WORK INSTRUCTION>
No output is needed beyond the number of lines in the listing that contain the word "positions".

+++

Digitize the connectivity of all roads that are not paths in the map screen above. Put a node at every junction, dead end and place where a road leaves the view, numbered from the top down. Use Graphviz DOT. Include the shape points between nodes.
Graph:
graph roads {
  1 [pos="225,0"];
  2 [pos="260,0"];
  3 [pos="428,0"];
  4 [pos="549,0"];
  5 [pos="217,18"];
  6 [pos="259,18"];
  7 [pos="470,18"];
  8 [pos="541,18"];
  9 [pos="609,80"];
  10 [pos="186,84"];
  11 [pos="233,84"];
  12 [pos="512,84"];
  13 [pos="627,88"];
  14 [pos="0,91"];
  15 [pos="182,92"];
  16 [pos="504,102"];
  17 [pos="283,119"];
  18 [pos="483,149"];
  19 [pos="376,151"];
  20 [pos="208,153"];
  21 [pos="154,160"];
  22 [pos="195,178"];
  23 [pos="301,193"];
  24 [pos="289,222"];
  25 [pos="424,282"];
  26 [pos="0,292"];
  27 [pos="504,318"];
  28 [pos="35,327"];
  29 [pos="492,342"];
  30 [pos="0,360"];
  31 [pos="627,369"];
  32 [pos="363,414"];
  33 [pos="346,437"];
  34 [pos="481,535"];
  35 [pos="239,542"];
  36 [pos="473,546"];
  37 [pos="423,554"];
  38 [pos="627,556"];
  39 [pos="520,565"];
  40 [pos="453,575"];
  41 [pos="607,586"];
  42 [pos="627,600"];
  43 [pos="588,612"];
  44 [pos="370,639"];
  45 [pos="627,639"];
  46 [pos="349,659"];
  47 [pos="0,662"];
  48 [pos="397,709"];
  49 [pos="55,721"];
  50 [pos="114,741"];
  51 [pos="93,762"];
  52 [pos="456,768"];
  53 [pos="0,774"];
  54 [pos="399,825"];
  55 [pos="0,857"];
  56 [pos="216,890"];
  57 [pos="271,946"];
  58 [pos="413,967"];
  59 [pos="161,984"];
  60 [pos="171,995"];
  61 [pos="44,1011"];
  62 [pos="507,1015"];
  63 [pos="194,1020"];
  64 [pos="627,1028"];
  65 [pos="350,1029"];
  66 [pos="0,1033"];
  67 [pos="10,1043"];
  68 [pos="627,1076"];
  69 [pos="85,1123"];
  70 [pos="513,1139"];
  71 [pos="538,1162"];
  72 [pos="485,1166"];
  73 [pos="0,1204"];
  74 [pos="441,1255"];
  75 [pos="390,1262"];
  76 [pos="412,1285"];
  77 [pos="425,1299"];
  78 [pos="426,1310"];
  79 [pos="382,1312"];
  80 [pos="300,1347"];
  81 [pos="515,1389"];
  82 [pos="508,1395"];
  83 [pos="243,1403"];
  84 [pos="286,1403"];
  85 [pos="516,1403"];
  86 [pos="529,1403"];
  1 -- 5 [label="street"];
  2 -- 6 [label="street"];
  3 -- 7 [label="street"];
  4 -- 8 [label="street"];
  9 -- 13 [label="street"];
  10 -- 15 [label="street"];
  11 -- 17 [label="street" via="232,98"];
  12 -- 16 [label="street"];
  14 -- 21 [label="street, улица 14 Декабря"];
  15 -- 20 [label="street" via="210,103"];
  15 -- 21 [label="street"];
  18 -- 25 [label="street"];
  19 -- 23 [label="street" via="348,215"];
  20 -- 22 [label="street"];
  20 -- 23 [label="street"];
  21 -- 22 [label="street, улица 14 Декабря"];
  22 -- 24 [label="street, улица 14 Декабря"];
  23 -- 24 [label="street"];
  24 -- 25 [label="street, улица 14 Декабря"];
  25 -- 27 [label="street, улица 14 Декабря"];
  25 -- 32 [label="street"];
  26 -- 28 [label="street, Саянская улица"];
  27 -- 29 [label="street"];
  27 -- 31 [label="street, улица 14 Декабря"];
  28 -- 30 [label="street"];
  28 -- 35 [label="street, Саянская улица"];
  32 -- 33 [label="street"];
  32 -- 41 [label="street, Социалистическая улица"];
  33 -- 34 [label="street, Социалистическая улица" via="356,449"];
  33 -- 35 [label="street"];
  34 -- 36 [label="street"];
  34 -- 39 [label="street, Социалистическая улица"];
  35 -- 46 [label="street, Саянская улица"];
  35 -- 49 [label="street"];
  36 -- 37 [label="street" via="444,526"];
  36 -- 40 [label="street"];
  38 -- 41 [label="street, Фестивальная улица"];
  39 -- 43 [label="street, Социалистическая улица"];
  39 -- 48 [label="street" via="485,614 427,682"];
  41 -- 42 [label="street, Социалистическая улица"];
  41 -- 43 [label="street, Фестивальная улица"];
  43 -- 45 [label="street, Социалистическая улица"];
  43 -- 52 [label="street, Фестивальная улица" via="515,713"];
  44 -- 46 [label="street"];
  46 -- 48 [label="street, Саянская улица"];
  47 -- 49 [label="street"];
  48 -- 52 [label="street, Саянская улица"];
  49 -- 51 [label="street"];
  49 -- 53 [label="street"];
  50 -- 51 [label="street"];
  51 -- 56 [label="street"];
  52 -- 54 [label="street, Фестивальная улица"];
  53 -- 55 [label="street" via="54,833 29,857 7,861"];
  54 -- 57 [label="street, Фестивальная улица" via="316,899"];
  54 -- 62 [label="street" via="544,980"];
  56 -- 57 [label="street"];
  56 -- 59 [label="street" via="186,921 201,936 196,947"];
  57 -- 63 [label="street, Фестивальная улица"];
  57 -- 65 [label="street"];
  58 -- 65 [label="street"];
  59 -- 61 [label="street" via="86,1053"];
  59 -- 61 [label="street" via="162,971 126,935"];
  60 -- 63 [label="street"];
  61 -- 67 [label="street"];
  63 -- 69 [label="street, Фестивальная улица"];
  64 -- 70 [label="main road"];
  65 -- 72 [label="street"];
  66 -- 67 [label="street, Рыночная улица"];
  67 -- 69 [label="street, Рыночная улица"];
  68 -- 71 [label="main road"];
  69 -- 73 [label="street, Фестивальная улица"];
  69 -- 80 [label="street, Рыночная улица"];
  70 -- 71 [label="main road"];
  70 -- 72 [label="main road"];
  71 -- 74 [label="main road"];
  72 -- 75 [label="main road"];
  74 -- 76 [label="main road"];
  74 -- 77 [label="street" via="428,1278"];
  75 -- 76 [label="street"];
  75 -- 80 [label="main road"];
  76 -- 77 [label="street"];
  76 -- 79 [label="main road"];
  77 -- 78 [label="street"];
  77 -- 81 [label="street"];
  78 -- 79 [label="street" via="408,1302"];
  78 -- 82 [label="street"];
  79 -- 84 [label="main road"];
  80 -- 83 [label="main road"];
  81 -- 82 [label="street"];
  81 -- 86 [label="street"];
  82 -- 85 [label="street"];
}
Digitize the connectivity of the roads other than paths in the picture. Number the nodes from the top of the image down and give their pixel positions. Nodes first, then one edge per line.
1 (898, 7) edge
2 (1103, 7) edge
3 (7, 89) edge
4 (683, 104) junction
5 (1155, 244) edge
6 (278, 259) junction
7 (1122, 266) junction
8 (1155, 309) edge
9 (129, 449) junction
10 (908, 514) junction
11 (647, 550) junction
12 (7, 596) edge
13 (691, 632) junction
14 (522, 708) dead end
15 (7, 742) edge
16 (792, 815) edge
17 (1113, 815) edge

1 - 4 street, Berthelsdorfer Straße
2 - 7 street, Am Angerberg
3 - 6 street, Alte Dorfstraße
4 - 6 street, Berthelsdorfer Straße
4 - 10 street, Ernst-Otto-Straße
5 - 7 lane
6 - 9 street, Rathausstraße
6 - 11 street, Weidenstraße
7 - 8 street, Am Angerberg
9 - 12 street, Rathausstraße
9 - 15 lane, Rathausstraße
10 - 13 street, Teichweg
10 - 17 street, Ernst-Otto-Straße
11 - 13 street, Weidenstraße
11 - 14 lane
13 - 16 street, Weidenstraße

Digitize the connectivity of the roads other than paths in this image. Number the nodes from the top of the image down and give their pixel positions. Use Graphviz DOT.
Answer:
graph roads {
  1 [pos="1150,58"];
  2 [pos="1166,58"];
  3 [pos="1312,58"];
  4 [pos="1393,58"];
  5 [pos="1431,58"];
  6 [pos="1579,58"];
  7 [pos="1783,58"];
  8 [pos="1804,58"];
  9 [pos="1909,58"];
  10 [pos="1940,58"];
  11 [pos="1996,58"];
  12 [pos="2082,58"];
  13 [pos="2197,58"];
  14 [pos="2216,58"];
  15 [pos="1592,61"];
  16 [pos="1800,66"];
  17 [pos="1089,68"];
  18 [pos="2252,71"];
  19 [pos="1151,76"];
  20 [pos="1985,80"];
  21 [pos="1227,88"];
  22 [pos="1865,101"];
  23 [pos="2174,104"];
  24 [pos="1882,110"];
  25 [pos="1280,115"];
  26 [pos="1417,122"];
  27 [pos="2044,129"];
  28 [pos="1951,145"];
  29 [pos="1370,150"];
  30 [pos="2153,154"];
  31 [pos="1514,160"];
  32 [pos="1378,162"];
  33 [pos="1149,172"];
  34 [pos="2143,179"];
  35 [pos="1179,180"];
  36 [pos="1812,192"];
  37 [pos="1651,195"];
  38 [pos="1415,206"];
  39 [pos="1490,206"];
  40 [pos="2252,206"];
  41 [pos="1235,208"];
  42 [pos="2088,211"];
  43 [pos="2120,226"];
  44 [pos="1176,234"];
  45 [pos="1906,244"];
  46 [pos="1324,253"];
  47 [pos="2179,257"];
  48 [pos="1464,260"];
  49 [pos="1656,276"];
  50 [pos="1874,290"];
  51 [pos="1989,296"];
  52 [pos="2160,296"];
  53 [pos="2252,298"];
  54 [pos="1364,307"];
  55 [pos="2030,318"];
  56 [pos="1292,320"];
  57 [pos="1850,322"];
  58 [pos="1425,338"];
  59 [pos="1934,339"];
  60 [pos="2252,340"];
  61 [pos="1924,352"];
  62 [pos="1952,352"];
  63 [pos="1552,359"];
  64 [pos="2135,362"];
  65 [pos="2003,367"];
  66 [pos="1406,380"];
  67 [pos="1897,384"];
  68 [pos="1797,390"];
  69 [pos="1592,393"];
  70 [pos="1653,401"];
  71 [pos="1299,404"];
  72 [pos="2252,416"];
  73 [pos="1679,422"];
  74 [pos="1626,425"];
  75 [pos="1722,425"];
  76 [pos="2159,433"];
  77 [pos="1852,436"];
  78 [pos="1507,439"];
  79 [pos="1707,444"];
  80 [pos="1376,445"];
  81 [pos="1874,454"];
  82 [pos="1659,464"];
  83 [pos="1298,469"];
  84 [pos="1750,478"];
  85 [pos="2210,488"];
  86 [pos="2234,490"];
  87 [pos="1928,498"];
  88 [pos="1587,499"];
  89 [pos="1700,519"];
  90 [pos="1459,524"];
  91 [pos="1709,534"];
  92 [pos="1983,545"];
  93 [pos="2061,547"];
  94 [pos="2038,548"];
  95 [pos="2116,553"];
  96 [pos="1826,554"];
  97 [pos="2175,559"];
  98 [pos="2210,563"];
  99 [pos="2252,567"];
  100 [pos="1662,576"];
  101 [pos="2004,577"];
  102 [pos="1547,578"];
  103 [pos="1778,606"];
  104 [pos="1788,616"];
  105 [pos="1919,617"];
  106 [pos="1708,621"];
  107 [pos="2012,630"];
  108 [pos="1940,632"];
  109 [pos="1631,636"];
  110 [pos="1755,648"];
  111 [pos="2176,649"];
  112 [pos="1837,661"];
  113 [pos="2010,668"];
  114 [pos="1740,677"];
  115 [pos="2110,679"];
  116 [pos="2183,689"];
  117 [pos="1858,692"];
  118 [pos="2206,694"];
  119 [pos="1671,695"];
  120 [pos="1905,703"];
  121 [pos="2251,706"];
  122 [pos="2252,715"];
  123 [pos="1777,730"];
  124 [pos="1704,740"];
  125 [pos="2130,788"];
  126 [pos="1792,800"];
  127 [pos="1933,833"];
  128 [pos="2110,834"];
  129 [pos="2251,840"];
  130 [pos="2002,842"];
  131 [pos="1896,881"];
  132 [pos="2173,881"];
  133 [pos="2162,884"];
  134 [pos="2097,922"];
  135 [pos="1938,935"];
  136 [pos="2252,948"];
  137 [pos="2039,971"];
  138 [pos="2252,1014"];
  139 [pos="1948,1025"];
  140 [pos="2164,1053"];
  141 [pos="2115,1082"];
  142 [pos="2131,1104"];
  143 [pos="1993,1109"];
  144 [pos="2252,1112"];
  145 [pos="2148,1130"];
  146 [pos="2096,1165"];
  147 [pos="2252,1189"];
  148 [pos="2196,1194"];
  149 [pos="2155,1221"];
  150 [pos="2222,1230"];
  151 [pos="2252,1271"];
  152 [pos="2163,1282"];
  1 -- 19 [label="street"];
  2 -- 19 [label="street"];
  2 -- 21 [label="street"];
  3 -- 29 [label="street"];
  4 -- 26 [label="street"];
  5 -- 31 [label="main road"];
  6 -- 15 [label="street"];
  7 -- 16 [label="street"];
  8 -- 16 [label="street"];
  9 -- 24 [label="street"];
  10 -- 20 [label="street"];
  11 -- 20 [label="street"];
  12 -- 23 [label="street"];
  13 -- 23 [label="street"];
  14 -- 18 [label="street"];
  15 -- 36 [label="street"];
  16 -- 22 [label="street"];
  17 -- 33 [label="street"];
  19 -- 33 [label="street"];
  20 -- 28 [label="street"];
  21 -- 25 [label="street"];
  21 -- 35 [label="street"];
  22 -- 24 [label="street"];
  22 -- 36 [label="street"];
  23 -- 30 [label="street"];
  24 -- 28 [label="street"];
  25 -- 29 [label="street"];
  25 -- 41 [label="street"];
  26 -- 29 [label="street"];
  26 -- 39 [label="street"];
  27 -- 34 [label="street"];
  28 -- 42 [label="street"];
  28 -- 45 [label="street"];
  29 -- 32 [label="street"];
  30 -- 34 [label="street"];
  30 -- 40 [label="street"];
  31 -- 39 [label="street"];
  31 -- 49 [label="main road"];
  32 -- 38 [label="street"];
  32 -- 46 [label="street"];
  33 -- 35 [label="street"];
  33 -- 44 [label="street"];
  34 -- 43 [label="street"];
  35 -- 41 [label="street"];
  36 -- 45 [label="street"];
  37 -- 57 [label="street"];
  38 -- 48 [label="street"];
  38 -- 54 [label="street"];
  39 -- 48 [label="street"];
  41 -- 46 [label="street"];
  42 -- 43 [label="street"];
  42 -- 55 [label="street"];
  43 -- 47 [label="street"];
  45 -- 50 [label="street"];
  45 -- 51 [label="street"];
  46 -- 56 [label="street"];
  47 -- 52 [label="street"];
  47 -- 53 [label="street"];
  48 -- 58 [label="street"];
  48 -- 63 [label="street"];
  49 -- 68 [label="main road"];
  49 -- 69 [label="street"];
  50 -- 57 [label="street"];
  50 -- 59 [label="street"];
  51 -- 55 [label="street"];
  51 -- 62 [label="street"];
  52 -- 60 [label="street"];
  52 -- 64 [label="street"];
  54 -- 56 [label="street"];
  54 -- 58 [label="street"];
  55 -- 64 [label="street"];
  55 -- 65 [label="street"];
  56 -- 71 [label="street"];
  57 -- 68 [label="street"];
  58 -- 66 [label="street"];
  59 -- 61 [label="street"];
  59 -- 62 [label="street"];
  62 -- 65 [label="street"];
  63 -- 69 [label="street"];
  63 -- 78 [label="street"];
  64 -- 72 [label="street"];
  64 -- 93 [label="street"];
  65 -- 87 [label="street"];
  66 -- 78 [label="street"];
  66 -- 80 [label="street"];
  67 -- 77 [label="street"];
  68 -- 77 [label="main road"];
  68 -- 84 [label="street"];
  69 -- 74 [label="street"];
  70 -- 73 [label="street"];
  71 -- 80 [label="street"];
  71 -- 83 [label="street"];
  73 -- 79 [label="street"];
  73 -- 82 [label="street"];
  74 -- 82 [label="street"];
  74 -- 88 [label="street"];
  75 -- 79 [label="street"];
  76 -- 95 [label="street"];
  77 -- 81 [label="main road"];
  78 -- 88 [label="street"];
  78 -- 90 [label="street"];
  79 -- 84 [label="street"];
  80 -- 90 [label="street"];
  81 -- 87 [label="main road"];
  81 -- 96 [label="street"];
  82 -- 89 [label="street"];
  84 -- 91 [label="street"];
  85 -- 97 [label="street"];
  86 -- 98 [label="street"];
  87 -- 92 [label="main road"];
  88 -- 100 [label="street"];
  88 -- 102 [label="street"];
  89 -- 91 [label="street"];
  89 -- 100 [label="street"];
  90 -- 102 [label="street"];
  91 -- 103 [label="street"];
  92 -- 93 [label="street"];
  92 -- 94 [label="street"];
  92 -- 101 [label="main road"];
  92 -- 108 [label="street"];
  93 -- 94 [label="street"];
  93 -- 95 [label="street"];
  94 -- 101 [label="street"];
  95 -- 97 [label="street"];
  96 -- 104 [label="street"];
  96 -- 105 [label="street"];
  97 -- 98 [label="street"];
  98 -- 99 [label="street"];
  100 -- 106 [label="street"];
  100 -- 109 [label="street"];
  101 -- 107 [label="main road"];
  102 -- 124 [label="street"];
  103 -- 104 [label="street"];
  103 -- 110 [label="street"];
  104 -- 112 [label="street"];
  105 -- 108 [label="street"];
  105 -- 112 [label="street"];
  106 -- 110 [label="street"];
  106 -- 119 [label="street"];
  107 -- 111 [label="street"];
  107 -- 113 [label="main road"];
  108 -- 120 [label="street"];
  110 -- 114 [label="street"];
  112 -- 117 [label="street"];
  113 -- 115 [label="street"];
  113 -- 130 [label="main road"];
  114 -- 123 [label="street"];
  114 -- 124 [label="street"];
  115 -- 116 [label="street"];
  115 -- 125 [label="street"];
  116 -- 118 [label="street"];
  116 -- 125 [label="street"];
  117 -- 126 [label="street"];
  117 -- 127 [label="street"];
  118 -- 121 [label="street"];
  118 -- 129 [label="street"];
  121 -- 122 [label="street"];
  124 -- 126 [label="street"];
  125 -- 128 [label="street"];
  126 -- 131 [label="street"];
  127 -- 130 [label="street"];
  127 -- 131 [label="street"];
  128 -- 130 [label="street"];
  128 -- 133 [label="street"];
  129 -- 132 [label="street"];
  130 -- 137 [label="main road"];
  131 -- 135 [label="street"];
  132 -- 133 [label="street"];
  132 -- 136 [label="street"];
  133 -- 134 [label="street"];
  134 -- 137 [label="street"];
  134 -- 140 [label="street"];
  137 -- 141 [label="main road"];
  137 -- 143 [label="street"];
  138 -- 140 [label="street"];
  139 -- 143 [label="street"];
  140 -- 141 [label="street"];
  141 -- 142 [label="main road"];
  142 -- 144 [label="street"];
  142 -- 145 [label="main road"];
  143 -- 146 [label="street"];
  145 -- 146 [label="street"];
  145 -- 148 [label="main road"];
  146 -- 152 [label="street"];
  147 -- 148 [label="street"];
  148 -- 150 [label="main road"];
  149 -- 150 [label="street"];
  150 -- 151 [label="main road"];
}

+++

REPLY>
2